> _Exercise aim_
Write out the full listing exactly as given, minus the images.

> _Material for this exercise_
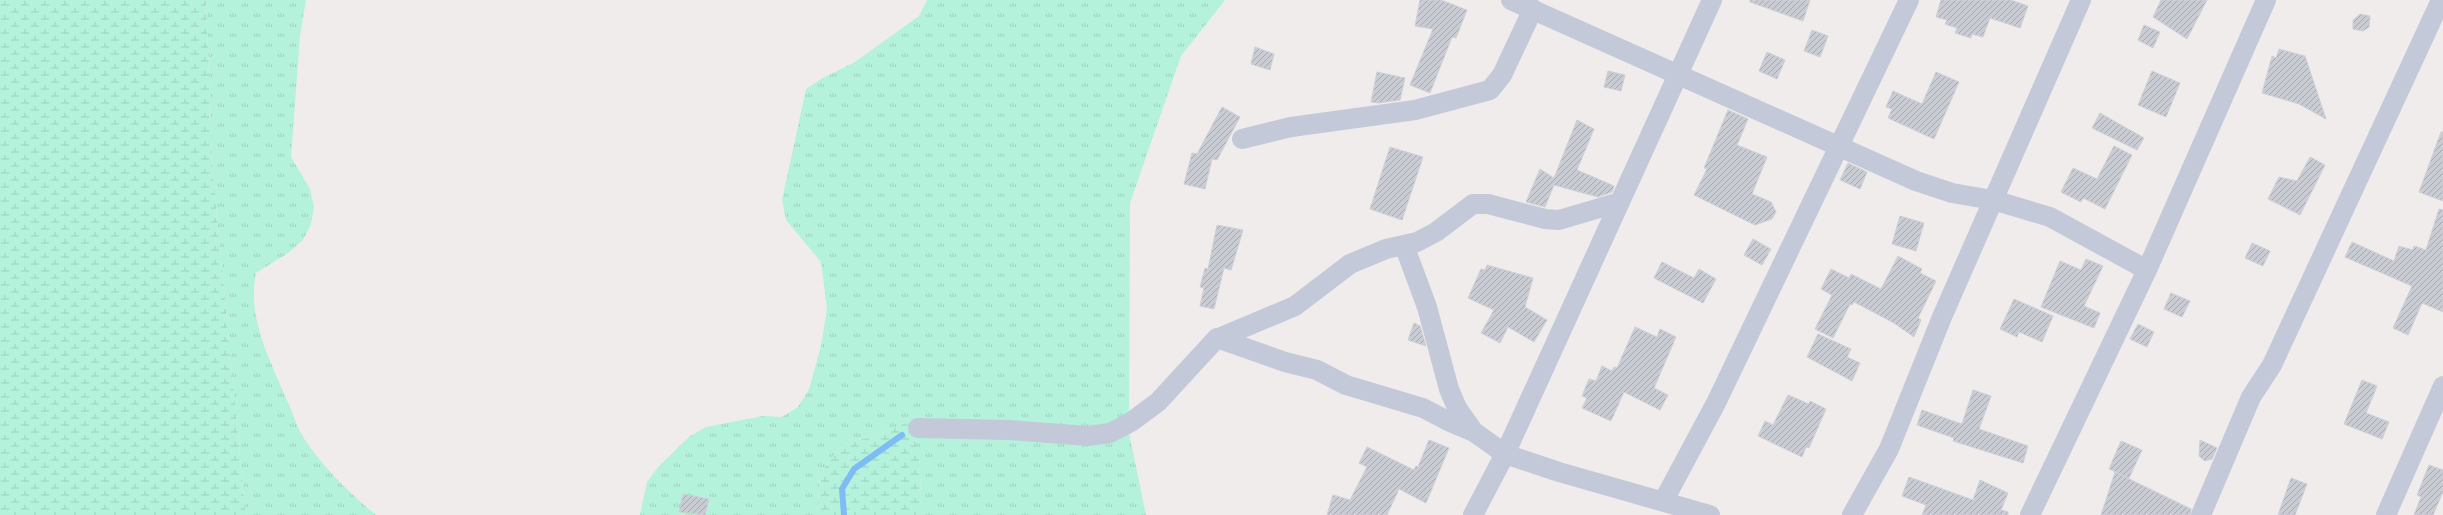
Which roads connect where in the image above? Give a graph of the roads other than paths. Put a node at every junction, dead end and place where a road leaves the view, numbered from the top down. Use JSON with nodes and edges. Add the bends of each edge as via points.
{"nodes":[{"id":1,"x":1510,"y":0,"type":"edge"},
{"id":2,"x":1712,"y":0,"type":"edge"},
{"id":3,"x":1909,"y":0,"type":"edge"},
{"id":4,"x":2081,"y":0,"type":"edge"},
{"id":5,"x":2266,"y":0,"type":"edge"},
{"id":6,"x":2441,"y":0,"type":"edge"},
{"id":7,"x":1534,"y":8,"type":"junction"},
{"id":8,"x":1680,"y":74,"type":"junction"},
{"id":9,"x":1242,"y":139,"type":"dead end"},
{"id":10,"x":1840,"y":148,"type":"junction"},
{"id":11,"x":1993,"y":200,"type":"junction"},
{"id":12,"x":1620,"y":202,"type":"junction"},
{"id":13,"x":1404,"y":245,"type":"junction"},
{"id":14,"x":2147,"y":270,"type":"junction"},
{"id":15,"x":1219,"y":338,"type":"junction"},
{"id":16,"x":2443,"y":386,"type":"edge"},
{"id":17,"x":918,"y":428,"type":"dead end"},
{"id":18,"x":1474,"y":432,"type":"junction"},
{"id":19,"x":1504,"y":454,"type":"junction"},
{"id":20,"x":1664,"y":500,"type":"junction"},
{"id":21,"x":1473,"y":515,"type":"edge"},
{"id":22,"x":1710,"y":515,"type":"edge"},
{"id":23,"x":1852,"y":515,"type":"edge"},
{"id":24,"x":2030,"y":515,"type":"edge"},
{"id":25,"x":2201,"y":515,"type":"edge"},
{"id":26,"x":2386,"y":515,"type":"edge"}],
"edges":[{"from":1,"to":7,"type":"street"},
{"from":2,"to":8,"type":"street"},
{"from":3,"to":10,"type":"street"},
{"from":4,"to":11,"type":"street"},
{"from":5,"to":14,"type":"street"},
{"from":6,"to":25,"type":"street","via":[[2272,365],[2251,397]]},
{"from":7,"to":8,"type":"street","via":[[1617,48]]},
{"from":7,"to":9,"type":"street","via":[[1502,75],[1490,90],[1415,110],[1292,127]]},
{"from":8,"to":10,"type":"street"},
{"from":8,"to":12,"type":"street"},
{"from":10,"to":11,"type":"street","via":[[1916,181],[1952,193]]},
{"from":10,"to":20,"type":"street","via":[[1784,258],[1716,403]]},
{"from":11,"to":14,"type":"street","via":[[2050,217]]},
{"from":11,"to":23,"type":"street","via":[[1942,316],[1889,449]]},
{"from":12,"to":13,"type":"street","via":[[1559,220],[1479,203],[1473,204],[1436,232],[1417,242]]},
{"from":12,"to":19,"type":"street"},
{"from":13,"to":15,"type":"street","via":[[1386,249],[1350,264],[1295,306]]},
{"from":13,"to":18,"type":"street","via":[[1427,306],[1448,389],[1457,408]]},
{"from":14,"to":24,"type":"street"},
{"from":15,"to":17,"type":"street","via":[[1214,339],[1158,402],[1131,422],[1110,433],[1088,436],[993,429]]},
{"from":15,"to":18,"type":"street","via":[[1240,347],[1317,370],[1346,385],[1423,408]]},
{"from":16,"to":26,"type":"street"},
{"from":18,"to":19,"type":"street"},
{"from":19,"to":20,"type":"street","via":[[1559,472]]},
{"from":19,"to":21,"type":"street"},
{"from":20,"to":22,"type":"street"}]}
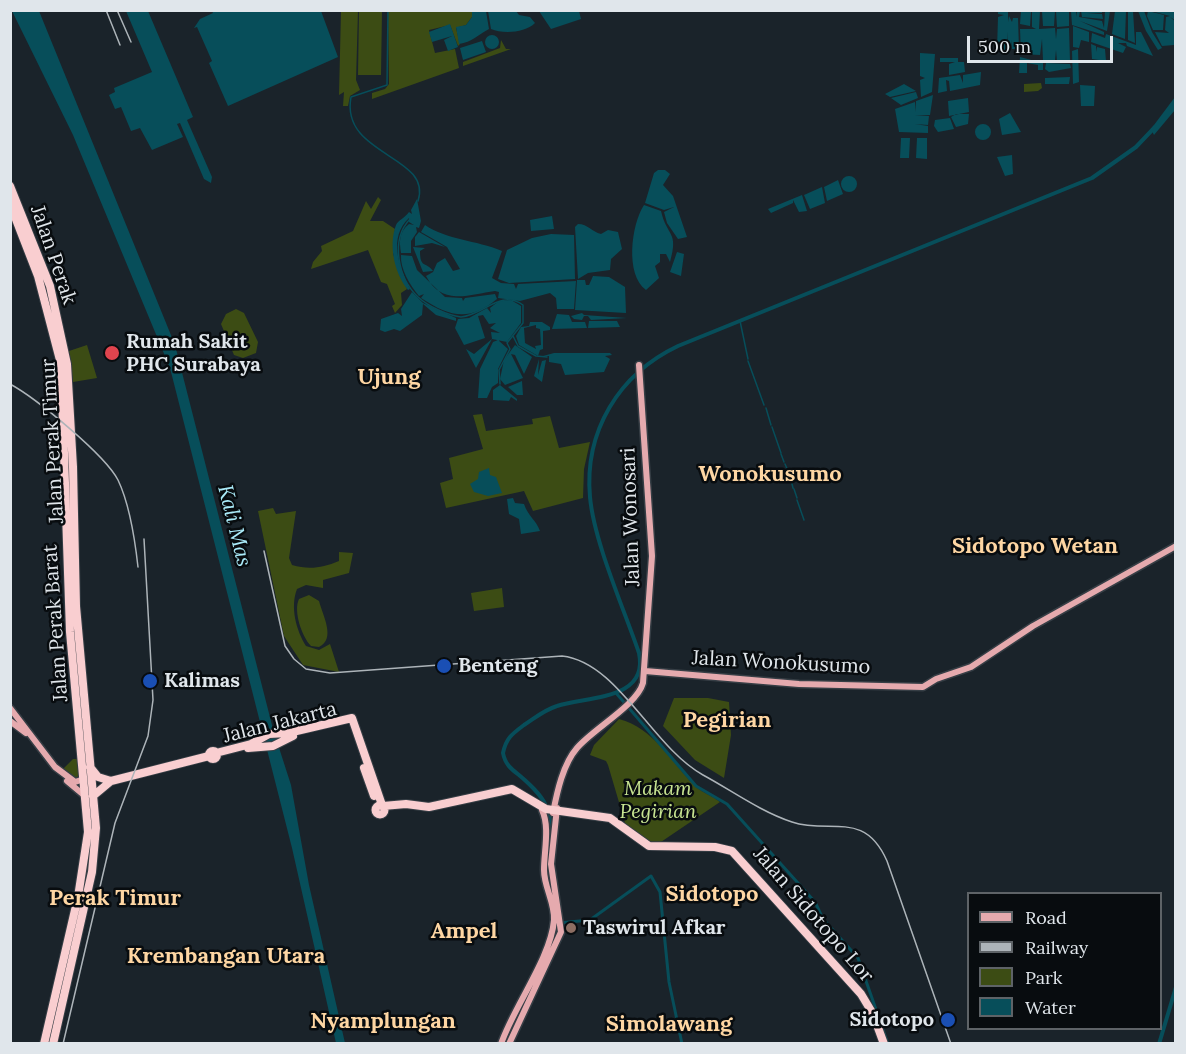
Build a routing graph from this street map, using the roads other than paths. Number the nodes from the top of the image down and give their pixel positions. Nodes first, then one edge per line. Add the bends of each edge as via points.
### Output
1 (10, 186) edge
2 (10, 204) edge
3 (38, 265) junction
4 (62, 336) joint
5 (640, 370) dead end
6 (67, 411) junction
7 (1176, 546) edge
8 (77, 666) junction
9 (645, 670) junction
10 (10, 708) edge
11 (350, 720) junction
12 (10, 721) edge
13 (214, 755) junction
14 (90, 767) junction
15 (84, 778) junction
16 (111, 781) junction
17 (89, 796) junction
18 (551, 811) junction
19 (51, 1033) junction
20 (44, 1044) edge
21 (53, 1044) edge
22 (501, 1044) edge
23 (509, 1044) edge
24 (882, 1044) edge

1 - 3 highway, Jalan Perak
2 - 3 highway
3 - 4 highway, Jalan Perak
3 - 6 highway
4 - 6 highway, Jalan Perak Timur via 68,364
5 - 9 main road, Jalan Wonosari via 652,556
6 - 8 highway, Jalan Perak Timur
7 - 9 main road, Jalan Wonokusumo via 1049,616 968,669 926,686 799,684
8 - 14 highway, Jalan Perak Timur
8 - 15 highway, Jalan Perak Barat
9 - 18 main road, Jalan Wonosari via 640,693 575,754
10 - 15 main road via 58,770 75,782
11 - 13 highway, Jalan Jakarta via 288,737 279,744
11 - 13 highway, Jalan Jakarta via 288,734 275,732 252,744
11 - 18 highway via 382,807 429,807 512,789
12 - 17 main road via 22,728 55,771
13 - 16 highway, Jalan Jakarta
14 - 16 highway via 98,777
14 - 17 highway, Jalan Perak Timur
15 - 17 highway, Jalan Perak Barat
16 - 17 highway, Jalan Jakarta
17 - 19 highway, Jalan Perak Timur via 95,845
18 - 22 main road via 546,823 544,875 554,915 553,927
18 - 23 main road via 551,864 561,922 554,950
18 - 24 highway, Jalan Sidotopo Lor via 608,821 653,851 730,852 836,964 866,1003
19 - 20 highway
19 - 21 highway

> _Answer to this exercise_
Which roads connect where in the image above? Give a graph of the roads other than paths. Put a node at every junction, dead end and place where a road leaves the view, numbered from the top down. Use JSON with nodes and edges. Add the bends of each edge as via points.
{"nodes":[{"id":1,"x":1510,"y":0,"type":"edge"},
{"id":2,"x":1712,"y":0,"type":"edge"},
{"id":3,"x":1909,"y":0,"type":"edge"},
{"id":4,"x":2081,"y":0,"type":"edge"},
{"id":5,"x":2266,"y":0,"type":"edge"},
{"id":6,"x":2441,"y":0,"type":"edge"},
{"id":7,"x":1534,"y":8,"type":"junction"},
{"id":8,"x":1680,"y":74,"type":"junction"},
{"id":9,"x":1242,"y":139,"type":"dead end"},
{"id":10,"x":1840,"y":148,"type":"junction"},
{"id":11,"x":1993,"y":200,"type":"junction"},
{"id":12,"x":1620,"y":202,"type":"junction"},
{"id":13,"x":1404,"y":245,"type":"junction"},
{"id":14,"x":2147,"y":270,"type":"junction"},
{"id":15,"x":1219,"y":338,"type":"junction"},
{"id":16,"x":2443,"y":386,"type":"edge"},
{"id":17,"x":918,"y":428,"type":"dead end"},
{"id":18,"x":1474,"y":432,"type":"junction"},
{"id":19,"x":1504,"y":454,"type":"junction"},
{"id":20,"x":1664,"y":500,"type":"junction"},
{"id":21,"x":1473,"y":515,"type":"edge"},
{"id":22,"x":1710,"y":515,"type":"edge"},
{"id":23,"x":1852,"y":515,"type":"edge"},
{"id":24,"x":2030,"y":515,"type":"edge"},
{"id":25,"x":2201,"y":515,"type":"edge"},
{"id":26,"x":2386,"y":515,"type":"edge"}],
"edges":[{"from":1,"to":7,"type":"street"},
{"from":2,"to":8,"type":"street"},
{"from":3,"to":10,"type":"street"},
{"from":4,"to":11,"type":"street"},
{"from":5,"to":14,"type":"street"},
{"from":6,"to":25,"type":"street","via":[[2272,365],[2251,397]]},
{"from":7,"to":8,"type":"street","via":[[1617,48]]},
{"from":7,"to":9,"type":"street","via":[[1502,75],[1490,90],[1415,110],[1292,127]]},
{"from":8,"to":10,"type":"street"},
{"from":8,"to":12,"type":"street"},
{"from":10,"to":11,"type":"street","via":[[1916,181],[1952,193]]},
{"from":10,"to":20,"type":"street","via":[[1784,258],[1716,403]]},
{"from":11,"to":14,"type":"street","via":[[2050,217]]},
{"from":11,"to":23,"type":"street","via":[[1942,316],[1889,449]]},
{"from":12,"to":13,"type":"street","via":[[1559,220],[1479,203],[1473,204],[1436,232],[1417,242]]},
{"from":12,"to":19,"type":"street"},
{"from":13,"to":15,"type":"street","via":[[1386,249],[1350,264],[1295,306]]},
{"from":13,"to":18,"type":"street","via":[[1427,306],[1448,389],[1457,408]]},
{"from":14,"to":24,"type":"street"},
{"from":15,"to":17,"type":"street","via":[[1214,339],[1158,402],[1131,422],[1110,433],[1088,436],[993,429]]},
{"from":15,"to":18,"type":"street","via":[[1240,347],[1317,370],[1346,385],[1423,408]]},
{"from":16,"to":26,"type":"street"},
{"from":18,"to":19,"type":"street"},
{"from":19,"to":20,"type":"street","via":[[1559,472]]},
{"from":19,"to":21,"type":"street"},
{"from":20,"to":22,"type":"street"}]}
Build a routing graph from this street map, using the roads other than paths. Number the nodes from the top of the image down and give their pixel positions. Nodes first, then one edge per line. Add the bends of each edge as via points.
### Output
1 (10, 186) edge
2 (10, 204) edge
3 (38, 265) junction
4 (62, 336) joint
5 (640, 370) dead end
6 (67, 411) junction
7 (1176, 546) edge
8 (77, 666) junction
9 (645, 670) junction
10 (10, 708) edge
11 (350, 720) junction
12 (10, 721) edge
13 (214, 755) junction
14 (90, 767) junction
15 (84, 778) junction
16 (111, 781) junction
17 (89, 796) junction
18 (551, 811) junction
19 (51, 1033) junction
20 (44, 1044) edge
21 (53, 1044) edge
22 (501, 1044) edge
23 (509, 1044) edge
24 (882, 1044) edge

1 - 3 highway, Jalan Perak
2 - 3 highway
3 - 4 highway, Jalan Perak
3 - 6 highway
4 - 6 highway, Jalan Perak Timur via 68,364
5 - 9 main road, Jalan Wonosari via 652,556
6 - 8 highway, Jalan Perak Timur
7 - 9 main road, Jalan Wonokusumo via 1049,616 968,669 926,686 799,684
8 - 14 highway, Jalan Perak Timur
8 - 15 highway, Jalan Perak Barat
9 - 18 main road, Jalan Wonosari via 640,693 575,754
10 - 15 main road via 58,770 75,782
11 - 13 highway, Jalan Jakarta via 288,737 279,744
11 - 13 highway, Jalan Jakarta via 288,734 275,732 252,744
11 - 18 highway via 382,807 429,807 512,789
12 - 17 main road via 22,728 55,771
13 - 16 highway, Jalan Jakarta
14 - 16 highway via 98,777
14 - 17 highway, Jalan Perak Timur
15 - 17 highway, Jalan Perak Barat
16 - 17 highway, Jalan Jakarta
17 - 19 highway, Jalan Perak Timur via 95,845
18 - 22 main road via 546,823 544,875 554,915 553,927
18 - 23 main road via 551,864 561,922 554,950
18 - 24 highway, Jalan Sidotopo Lor via 608,821 653,851 730,852 836,964 866,1003
19 - 20 highway
19 - 21 highway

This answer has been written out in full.